Well the guy in our company in charge of the project decided on how he wanted to design the networks and was using a /24 mask. The problem was that he had no idea that routing protocols can be classful or classless. So this guy picks networks of 10.1.3.x / 10.1.4.x / 10.1.5.x and the such but choose to use a classful routing protocol which meant that nothing worked even though he set the masks for /24. Can't really fault him for not knowing as he didn't have any formal knowledge but he was such an arrogant ass about everything I had to laugh at him.

The IT firm, the "experts", were the ones that did the configurations and installation. For some strange reason they had no idea why it didn't work either. I walked up and took one look at the routing protocol and his network map and fixed this two week old problem in 5 minutes. The IT firm still charged for two weeks worth of "troubleshooting".
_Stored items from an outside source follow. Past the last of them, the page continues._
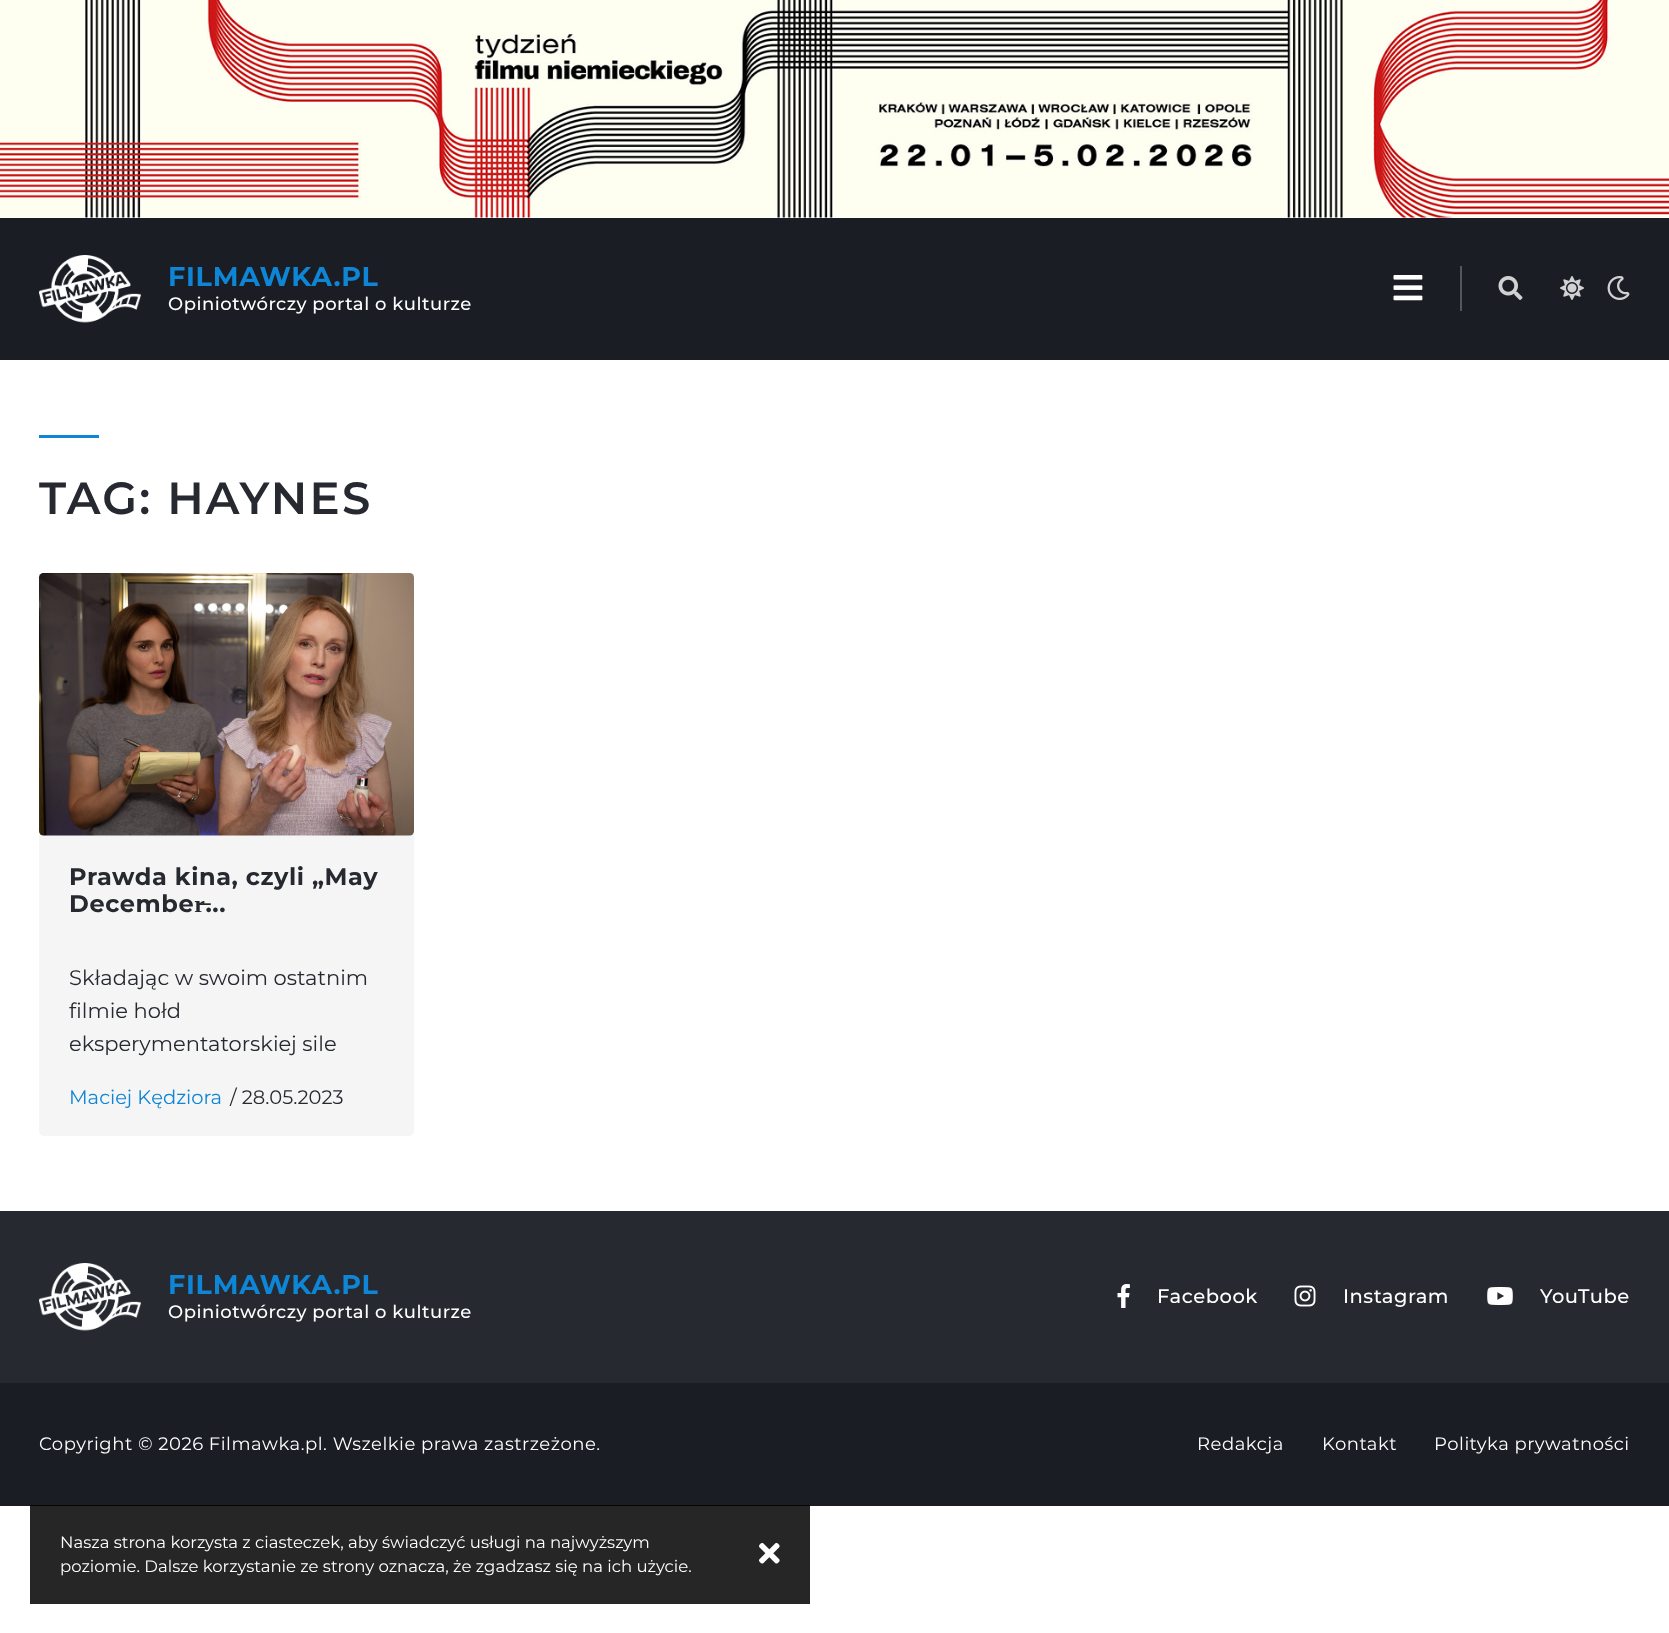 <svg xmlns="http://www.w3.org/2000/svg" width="1669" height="1633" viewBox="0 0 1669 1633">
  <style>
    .t1 { font: bold 27px Montserrat; letter-spacing: 0.75px; fill: #0f85d5; }
    .t2 { font: 500 18px Montserrat; letter-spacing: 0.52px; fill: #fff; }
    .t3 { font: 600 45px Montserrat; letter-spacing: 2.25px; fill: #26292f; }
    .t4 { font: bold 24px Montserrat; letter-spacing: 0.6px; fill: #26292f; }
    .t5 { font: 21px Montserrat; fill: #26292f; }
    .t6 { font: 19.5px Montserrat; fill: #0f85d5; }
    .t7 { font: 19.5px Montserrat; fill: #26292f; }
    .t8 { font: 500 19.5px Montserrat; letter-spacing: 0.52px; fill: #fff; }
    .t9 { font: 18px Montserrat; letter-spacing: 0.52px; fill: #fff; }
    .t10 { font: 16.5px Montserrat; fill: #fff; }
  </style>
  <rect width="100%" height="100%" fill="#fff"/>
  <rect x="30" y="1506" width="780" height="98" fill="#262626"/>
  <image x="0" y="0" width="1669" height="218" href="images/1.png"/>
  <rect x="0" y="218" width="1669" height="142" fill="#1a1d24"/>
  <image x="39" y="255" width="102" height="68" href="images/2.png"/>
  <text x="168" y="286" class="t1">FILMAWKA.PL</text>
  <text x="168" y="310" class="t2">Opiniotwórczy portal o kulturze</text>
  <image x="1393" y="275" width="30" height="26" href="images/3.png"/>
  <rect x="1460" y="266" width="2" height="45" fill="#53565b"/>
  <image x="1498" y="276" width="25" height="24" href="images/4.png"/>
  <image x="1560" y="276" width="24" height="24" href="images/5.png"/>
  <image x="1607" y="276" width="23" height="24" href="images/6.png"/>
  <rect x="39" y="435" width="60" height="3" fill="#0f85d5"/>
  <text x="39" y="514" class="t3">TAG: HAYNES</text>
  <rect x="39" y="573" width="375" height="563" rx="5" fill="#f5f5f5"/>
  <image x="38" y="573" width="376" height="263" href="images/7.png"/>
  <text x="69" y="885" class="t4">Prawda kina, czyli „May</text>
  <text x="69" y="912" class="t4">December̶...</text>
  <text x="69" y="985" class="t5">Składając w swoim ostatnim</text>
  <text x="69" y="1018" class="t5">filmie hołd</text>
  <text x="69" y="1051" class="t5">eksperymentatorskiej sile</text>
  <text x="69" y="1104" class="t6">Maciej Kędziora</text>
  <text x="230" y="1104" class="t7">/ 28.05.2023</text>
  <rect x="0" y="1211" width="1669" height="172" fill="#26292f"/>
  <image x="39" y="1263" width="102" height="68" href="images/8.png"/>
  <text x="168" y="1294" class="t1">FILMAWKA.PL</text>
  <text x="168" y="1318" class="t2">Opiniotwórczy portal o kulturze</text>
  <image x="1117" y="1284" width="13" height="24" href="images/9.png"/>
  <text x="1157" y="1303" class="t8">Facebook</text>
  <image x="1294" y="1285" width="22" height="22" href="images/10.png"/>
  <text x="1343" y="1303" class="t8">Instagram</text>
  <image x="1487" y="1287" width="26" height="18" href="images/11.png"/>
  <text x="1540" y="1303" class="t8">YouTube</text>
  <rect x="0" y="1383" width="1669" height="123" fill="#1a1d24"/>
  <rect x="30" y="1505" width="780" height="1" fill="#040405"/>
  <text x="39" y="1450" class="t9">Copyright © 2026 Filmawka.pl. Wszelkie prawa zastrzeżone.</text>
  <text x="1197" y="1450" class="t9">Redakcja</text>
  <text x="1322" y="1450" class="t9">Kontakt</text>
  <text x="1434" y="1450" class="t9">Polityka prywatności</text>
  <text x="60" y="1548" class="t10">Nasza strona korzysta z ciasteczek, aby świadczyć usługi na najwyższym</text>
  <text x="60" y="1572" class="t10">poziomie. Dalsze korzystanie ze strony oznacza, że zgadzasz się na ich użycie.</text>
  <image x="759" y="1542" width="21" height="22" href="images/12.png"/>
</svg>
Little ole me with my CCENT certificate from 2007.

So yes, learning about Class based addressing is important because like it or not there is a crap load of legacy stuff out there and if you don't know what the major difference is between IGRP and OSPF or even the basic RIPv1 and RIPv2 and how the Class system applies to them you have no business taking people's money.

Take another look at those Cisco questions that mention ClassA/B/C. Unless they have a typo (okay 60% chance it will) they will be using examples that follow the Classful structure.

[Edit: I should mention this happened two years ago so its not some "old war story".]